Capra, Fritjof. The Turning Point. New York: Simon & Schuster, 1982. A holistic systems view of life is proposed to supplant the mechanical model and as a consequence to inform for a more humane society. Capra provides a prescient grasp of complex adaptive system theory:

“Besides the complementarity of self-assertive and integrative tendencies, which can be observed at all levels of nature’s stratified systems, living organisms display another pair of complementary dynamic phenomena that are essential aspects of self-organization. One of them, which may be described loosely as self-maintenance, includes the processes of self-renewal, healing, homeostasis, and adaption. The other, which seems to represent an opposing but complementary tendency, is that of self-transformation and self-transcendence, a phenomenon that express itself in the processes of learning, development, and evolution.” (285)
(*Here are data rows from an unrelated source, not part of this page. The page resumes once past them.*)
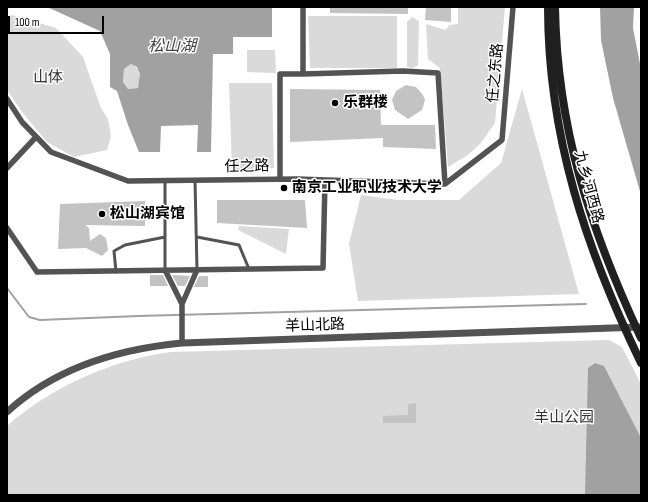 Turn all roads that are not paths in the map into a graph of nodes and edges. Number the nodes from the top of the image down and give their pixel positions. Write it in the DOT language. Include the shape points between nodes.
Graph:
graph roads {
  1 [pos="303,7"];
  2 [pos="513,7"];
  3 [pos="548,7"];
  4 [pos="555,7"];
  5 [pos="303,74"];
  6 [pos="7,99"];
  7 [pos="36,136"];
  8 [pos="7,168"];
  9 [pos="280,179"];
  10 [pos="195,180"];
  11 [pos="325,180"];
  12 [pos="165,181"];
  13 [pos="445,184"];
  14 [pos="7,228"];
  15 [pos="165,237"];
  16 [pos="197,237"];
  17 [pos="249,269"];
  18 [pos="165,270"];
  19 [pos="197,270"];
  20 [pos="116,272"];
  21 [pos="182,304"];
  22 [pos="624,327"];
  23 [pos="639,327"];
  24 [pos="641,338"];
  25 [pos="182,343"];
  26 [pos="641,363"];
  27 [pos="7,412"];
  1 -- 5 [label="street"];
  2 -- 13 [label="street, 任之东路" via="502,140"];
  3 -- 22 [label="main road, 九乡河西路" via="552,80 570,176 584,229"];
  4 -- 23 [label="main road, 九乡河西路" via="560,82 572,152 601,247"];
  5 -- 9 [label="street" via="280,74"];
  5 -- 13 [label="street" via="403,71 438,73"];
  6 -- 7 [label="street, 任之路" via="22,122"];
  7 -- 8 [label="street"];
  7 -- 12 [label="street, 任之路" via="51,152 128,181"];
  9 -- 10 [label="street, 任之路"];
  9 -- 11 [label="street, 任之路"];
  10 -- 12 [label="street, 任之路"];
  10 -- 16 [label="lane"];
  11 -- 13 [label="street, 任之路"];
  11 -- 17 [label="street" via="323,268"];
  12 -- 15 [label="lane"];
  14 -- 20 [label="street" via="37,272"];
  15 -- 18 [label="lane"];
  15 -- 20 [label="lane" via="125,245 114,251"];
  16 -- 17 [label="lane" via="239,245"];
  16 -- 19 [label="lane"];
  17 -- 19 [label="street"];
  18 -- 19 [label="street"];
  18 -- 20 [label="street"];
  18 -- 21 [label="street"];
  19 -- 21 [label="street"];
  21 -- 25 [label="street"];
  22 -- 23 [label="street, 羊山北路"];
  22 -- 25 [label="street, 羊山北路"];
  22 -- 26 [label="main road, 九乡河西路"];
  23 -- 24 [label="main road, 九乡河西路"];
  25 -- 27 [label="street, 羊山北路" via="130,350 78,366 21,399"];
} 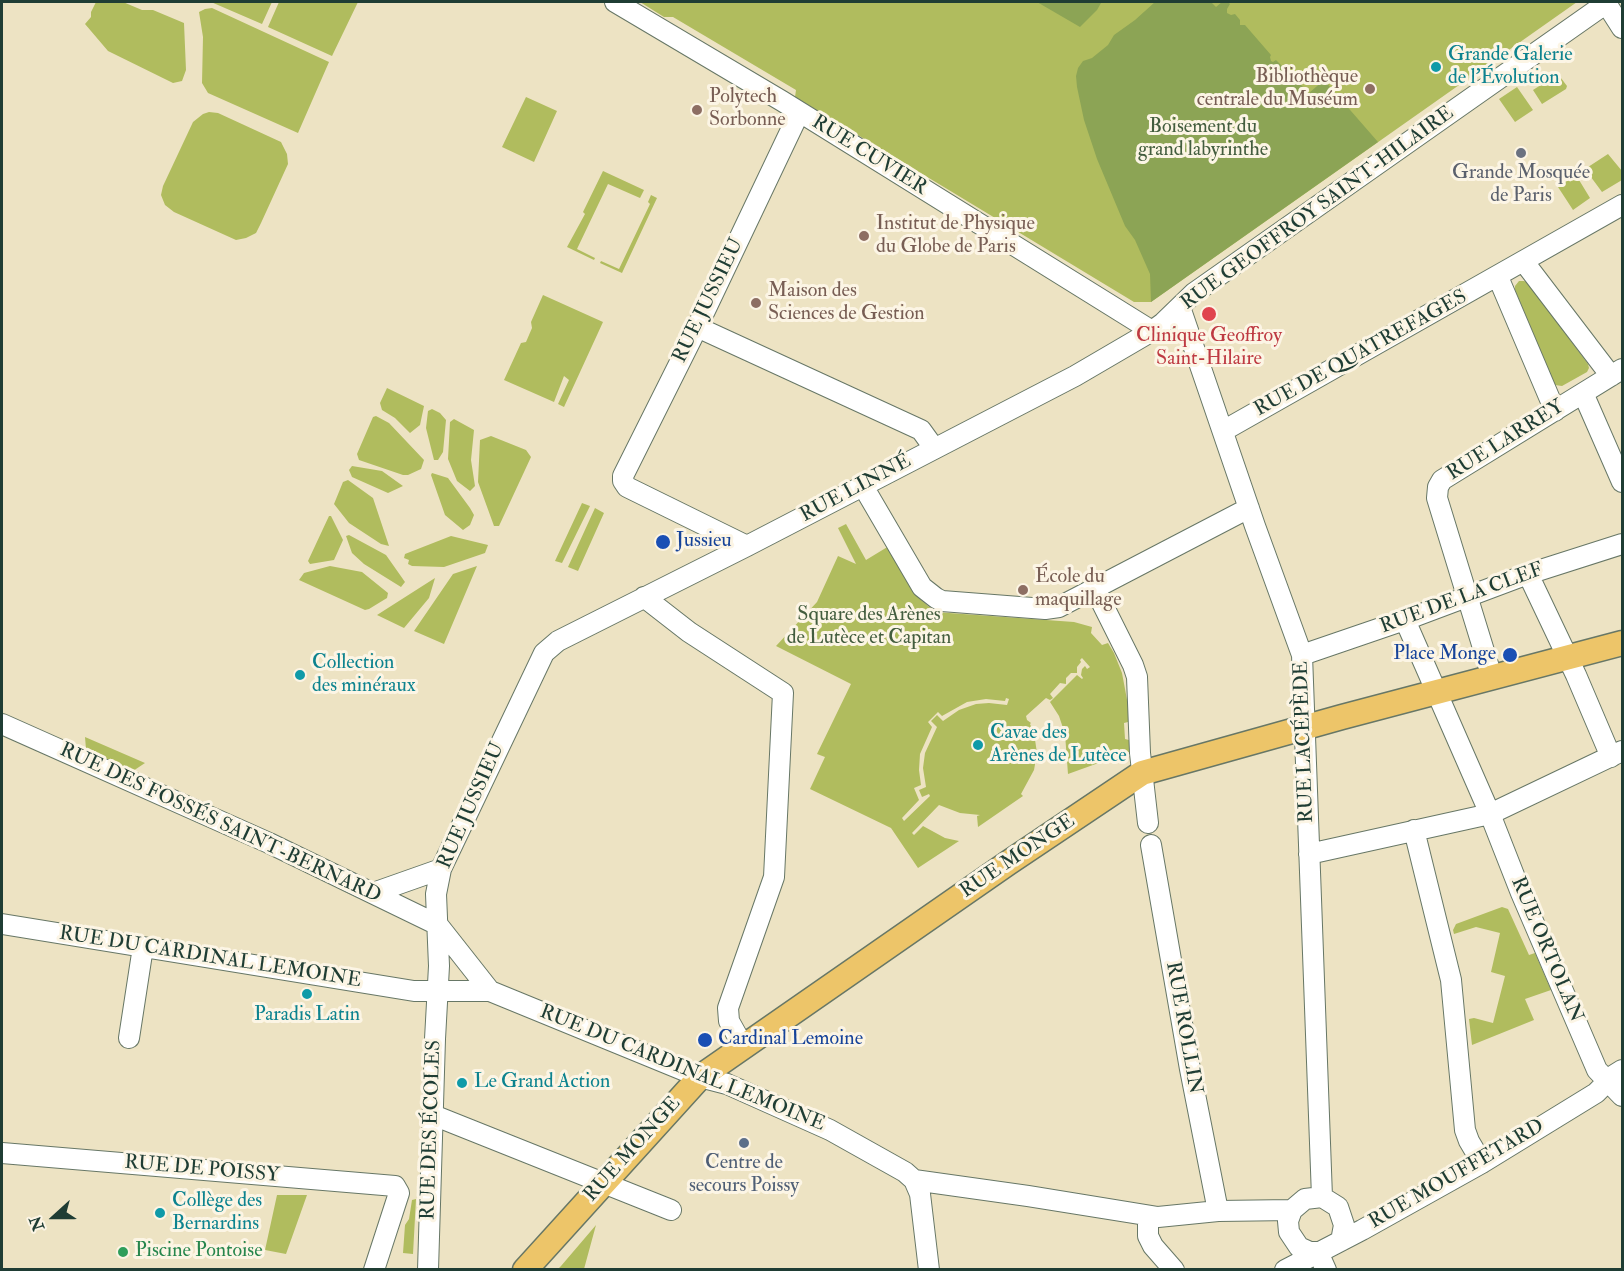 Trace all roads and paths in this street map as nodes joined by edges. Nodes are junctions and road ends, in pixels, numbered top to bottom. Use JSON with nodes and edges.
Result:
{"nodes":[{"id":1,"x":615,"y":2,"type":"edge"},
{"id":2,"x":1607,"y":2,"type":"edge"},
{"id":3,"x":1623,"y":28,"type":"edge"},
{"id":4,"x":799,"y":113,"type":"junction"},
{"id":5,"x":1623,"y":205,"type":"edge"},
{"id":6,"x":1524,"y":262,"type":"junction"},
{"id":7,"x":1498,"y":276,"type":"junction"},
{"id":8,"x":1177,"y":310,"type":"junction"},
{"id":9,"x":697,"y":327,"type":"junction"},
{"id":10,"x":1152,"y":330,"type":"junction"},
{"id":11,"x":1617,"y":372,"type":"edge"},
{"id":12,"x":1583,"y":393,"type":"junction"},
{"id":13,"x":1555,"y":411,"type":"junction"},
{"id":14,"x":1223,"y":431,"type":"junction"},
{"id":15,"x":934,"y":448,"type":"junction"},
{"id":16,"x":1623,"y":482,"type":"edge"},
{"id":17,"x":863,"y":486,"type":"junction"},
{"id":18,"x":1249,"y":508,"type":"junction"},
{"id":19,"x":1623,"y":544,"type":"edge"},
{"id":20,"x":747,"y":546,"type":"junction"},
{"id":21,"x":1528,"y":574,"type":"junction"},
{"id":22,"x":1095,"y":589,"type":"junction"},
{"id":23,"x":644,"y":597,"type":"junction"},
{"id":24,"x":1466,"y":597,"type":"junction"},
{"id":25,"x":1405,"y":620,"type":"junction"},
{"id":26,"x":1623,"y":643,"type":"edge"},
{"id":27,"x":1302,"y":655,"type":"junction"},
{"id":28,"x":1567,"y":657,"type":"junction"},
{"id":29,"x":537,"y":664,"type":"joint"},
{"id":30,"x":1492,"y":677,"type":"junction"},
{"id":31,"x":1436,"y":692,"type":"junction"},
{"id":32,"x":2,"y":724,"type":"edge"},
{"id":33,"x":1304,"y":727,"type":"junction"},
{"id":34,"x":1617,"y":754,"type":"edge"},
{"id":35,"x":1142,"y":773,"type":"junction"},
{"id":36,"x":1490,"y":814,"type":"junction"},
{"id":37,"x":1148,"y":823,"type":"dead end"},
{"id":38,"x":1414,"y":830,"type":"junction"},
{"id":39,"x":1151,"y":844,"type":"dead end"},
{"id":40,"x":1309,"y":854,"type":"junction"},
{"id":41,"x":441,"y":869,"type":"junction"},
{"id":42,"x":373,"y":893,"type":"junction"},
{"id":43,"x":2,"y":924,"type":"edge"},
{"id":44,"x":438,"y":925,"type":"junction"},
{"id":45,"x":143,"y":947,"type":"junction"},
{"id":46,"x":490,"y":990,"type":"junction"},
{"id":47,"x":438,"y":991,"type":"junction"},
{"id":48,"x":129,"y":1038,"type":"dead end"},
{"id":49,"x":743,"y":1046,"type":"junction"},
{"id":50,"x":1616,"y":1076,"type":"edge"},
{"id":51,"x":700,"y":1077,"type":"junction"},
{"id":52,"x":1623,"y":1096,"type":"edge"},
{"id":53,"x":433,"y":1115,"type":"junction"},
{"id":54,"x":2,"y":1153,"type":"edge"},
{"id":55,"x":1482,"y":1163,"type":"junction"},
{"id":56,"x":914,"y":1180,"type":"junction"},
{"id":57,"x":603,"y":1183,"type":"junction"},
{"id":58,"x":1322,"y":1197,"type":"junction"},
{"id":59,"x":671,"y":1210,"type":"dead end"},
{"id":60,"x":1218,"y":1210,"type":"junction"},
{"id":61,"x":1292,"y":1210,"type":"junction"},
{"id":62,"x":1148,"y":1216,"type":"junction"},
{"id":63,"x":1341,"y":1241,"type":"junction"},
{"id":64,"x":1322,"y":1261,"type":"edge"},
{"id":65,"x":374,"y":1269,"type":"edge"},
{"id":66,"x":428,"y":1269,"type":"edge"},
{"id":67,"x":525,"y":1269,"type":"edge"},
{"id":68,"x":929,"y":1269,"type":"edge"},
{"id":69,"x":1174,"y":1269,"type":"edge"},
{"id":70,"x":1285,"y":1269,"type":"edge"}],
"edges":[{"from":1,"to":4,"type":"street","name":"RUE CUVIER"},
{"from":2,"to":3,"type":"street"},
{"from":2,"to":8,"type":"street","name":"RUE GEOFFROY SAINT-HILAIRE"},
{"from":4,"to":9,"type":"street","name":"RUE JUSSIEU"},
{"from":4,"to":10,"type":"street","name":"RUE CUVIER"},
{"from":5,"to":6,"type":"street","name":"RUE DE QUATREFAGES"},
{"from":6,"to":7,"type":"street","name":"RUE DE QUATREFAGES"},
{"from":6,"to":11,"type":"street"},
{"from":7,"to":13,"type":"street"},
{"from":7,"to":14,"type":"street","name":"RUE DE QUATREFAGES"},
{"from":8,"to":10,"type":"street","name":"RUE LINNÉ"},
{"from":8,"to":14,"type":"street","name":"RUE LACÉPÈDE"},
{"from":9,"to":15,"type":"street"},
{"from":9,"to":20,"type":"street","name":"RUE JUSSIEU"},
{"from":10,"to":15,"type":"street","name":"RUE LINNÉ"},
{"from":11,"to":12,"type":"street","name":"RUE LARREY"},
{"from":12,"to":13,"type":"street","name":"RUE LARREY"},
{"from":12,"to":16,"type":"street"},
{"from":13,"to":24,"type":"street","name":"RUE LARREY"},
{"from":14,"to":18,"type":"street","name":"RUE LACÉPÈDE"},
{"from":15,"to":17,"type":"street","name":"RUE LINNÉ"},
{"from":17,"to":20,"type":"street","name":"RUE LINNÉ"},
{"from":17,"to":22,"type":"street"},
{"from":18,"to":22,"type":"street"},
{"from":18,"to":27,"type":"street","name":"RUE LACÉPÈDE"},
{"from":19,"to":21,"type":"street","name":"RUE DE LA CLEF"},
{"from":20,"to":23,"type":"street","name":"RUE LINNÉ"},
{"from":21,"to":24,"type":"street","name":"RUE DE LA CLEF"},
{"from":21,"to":28,"type":"street"},
{"from":22,"to":35,"type":"street"},
{"from":23,"to":29,"type":"street","name":"RUE LINNÉ"},
{"from":23,"to":49,"type":"street"},
{"from":24,"to":25,"type":"street","name":"RUE DE LA CLEF"},
{"from":24,"to":30,"type":"street","name":"RUE LARREY"},
{"from":25,"to":27,"type":"street","name":"RUE DE LA CLEF"},
{"from":25,"to":31,"type":"street"},
{"from":26,"to":28,"type":"main road","name":"RUE MONGE"},
{"from":27,"to":33,"type":"street","name":"RUE LACÉPÈDE"},
{"from":28,"to":30,"type":"main road","name":"RUE MONGE"},
{"from":28,"to":34,"type":"street"},
{"from":29,"to":41,"type":"street","name":"RUE JUSSIEU"},
{"from":30,"to":31,"type":"main road","name":"RUE MONGE"},
{"from":31,"to":33,"type":"main road","name":"RUE MONGE"},
{"from":31,"to":36,"type":"street"},
{"from":32,"to":42,"type":"street","name":"RUE DES FOSSÉS SAINT-BERNARD"},
{"from":33,"to":35,"type":"main road","name":"RUE MONGE"},
{"from":33,"to":40,"type":"street","name":"RUE LACÉPÈDE"},
{"from":34,"to":36,"type":"street"},
{"from":35,"to":37,"type":"street"},
{"from":35,"to":49,"type":"main road","name":"RUE MONGE"},
{"from":36,"to":38,"type":"street"},
{"from":36,"to":50,"type":"street","name":"RUE ORTOLAN"},
{"from":38,"to":40,"type":"street"},
{"from":38,"to":55,"type":"street"},
{"from":39,"to":60,"type":"street","name":"RUE ROLLIN"},
{"from":40,"to":58,"type":"street","name":"RUE LACÉPÈDE"},
{"from":41,"to":42,"type":"street"},
{"from":41,"to":44,"type":"street","name":"RUE JUSSIEU"},
{"from":42,"to":44,"type":"street","name":"RUE DES FOSSÉS SAINT-BERNARD"},
{"from":43,"to":45,"type":"street","name":"RUE DU CARDINAL LEMOINE"},
{"from":44,"to":46,"type":"street","name":"RUE DU CARDINAL LEMOINE"},
{"from":44,"to":47,"type":"street","name":"RUE JUSSIEU"},
{"from":45,"to":47,"type":"street","name":"RUE DU CARDINAL LEMOINE"},
{"from":45,"to":48,"type":"street"},
{"from":46,"to":47,"type":"street","name":"RUE DU CARDINAL LEMOINE"},
{"from":46,"to":51,"type":"street","name":"RUE DU CARDINAL LEMOINE"},
{"from":47,"to":53,"type":"street","name":"RUE DES ÉCOLES"},
{"from":49,"to":51,"type":"main road","name":"RUE MONGE"},
{"from":50,"to":52,"type":"street","name":"RUE ORTOLAN"},
{"from":50,"to":55,"type":"street","name":"RUE MOUFFETARD"},
{"from":51,"to":56,"type":"street","name":"RUE DU CARDINAL LEMOINE"},
{"from":51,"to":57,"type":"main road","name":"RUE MONGE"},
{"from":53,"to":57,"type":"street"},
{"from":53,"to":66,"type":"street","name":"RUE DES ÉCOLES"},
{"from":54,"to":65,"type":"street","name":"RUE DE POISSY"},
{"from":55,"to":63,"type":"street","name":"RUE MOUFFETARD"},
{"from":56,"to":62,"type":"street","name":"RUE DU CARDINAL LEMOINE"},
{"from":56,"to":68,"type":"street"},
{"from":57,"to":59,"type":"street"},
{"from":57,"to":67,"type":"main road","name":"RUE MONGE"},
{"from":58,"to":61,"type":"street"},
{"from":58,"to":63,"type":"street"},
{"from":60,"to":61,"type":"street","name":"RUE DU CARDINAL LEMOINE"},
{"from":60,"to":62,"type":"street","name":"RUE DU CARDINAL LEMOINE"},
{"from":61,"to":64,"type":"street"},
{"from":62,"to":69,"type":"street"},
{"from":63,"to":64,"type":"street","name":"RUE MOUFFETARD"},
{"from":64,"to":70,"type":"street","name":"RUE MOUFFETARD"}]}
Eisler, Riane. The Chalice and the Blade. San Francisco: HarperSanFrancisco, 1987. The grand cycle of metahistory from its maternal inception and long patriarchical dominance now reaches a juncture between continued oppression or empathic transformation to a partnership of women and men for the good of children. Eisler’s perspective is uniquely informed by the sciences of complexity just appearing.

Fox, Mathew. The Coming of the Cosmic Christ. New York: Harper & Row, 1988. The book’s subtitle is “The Healing of Mother Earth and the Birth of a Global Renaissance” and is lyrical mediation on the immensity of the coming revelation. We have lost an original vision of the correspondence of microcosm and macrocosm, as Hildegard of Bingen knew: “God has arranged everything in the universe in consideration of everything else.” If we can regain this providential secret then with St. Paul the world will rightly be seen as birthing and bringing forth a New Creation.

Jantsch, Erich. The Self-Organizing Universe. Oxford: Pergamon, 1980. Twenty years ahead of its time, a visionary exposition of a dynamic creation which spontaneously develops life, mind and personal significance.

Life appears no longer as a phenomenon unfolding in the universe - the universe itself becomes increasingly alive. (9) In an Epilogue: Meaning, finally, the central theme of the dynamic connectedness of man with an unfolding universe is re-evoked. In a world which is creating itself, the idea of a divinity does not remain outside, but is embedded in the totality of self-organization dynamics at all levels and in all dimensions. (18)

Koestler, Arthur. Janus. New York: Random House, 1978. A valiant attempt by the renowned author to move beyond scientific reductionism by constructing a theory of “holoarchy” which reflects the innovative, modular rise of life.

The point first to be emphasized is that each member of this hierarchy, on whatever level, is a sub-whole or ‘holon’ in its own right - a stable, integrated structure, equipped with self-regulatory devices and enjoying a considerable degree of autonomy or self-government. Cells, muscles, nerves, organs, all have their intrinsic rhythms and patterns of activity…they are subordinated as parts to the higher centres in the hierarchy, but at the same time function as quasi-autonomous wholes. They are Janus-faced. The face turned upward, toward the higher levels, is that of a dependent part; the face turned downward, towards its own constituents, is that of a whole of remarkable self- sufficiency. (27) Ontogeny and phylogeny, the development of the individual and the evolution of species, are the two grand hierarchies of becoming. (43)

Mallove, Eugene. The Quickening Universe. New York: St. Martin’s Press, 1987. Here is an example of how what is observed depends so much on one’s inclination. The whole sweep of cosmic evolution reveals to this astrophysicist not sterile mechanism but a universe becoming progressively alive, a genesis.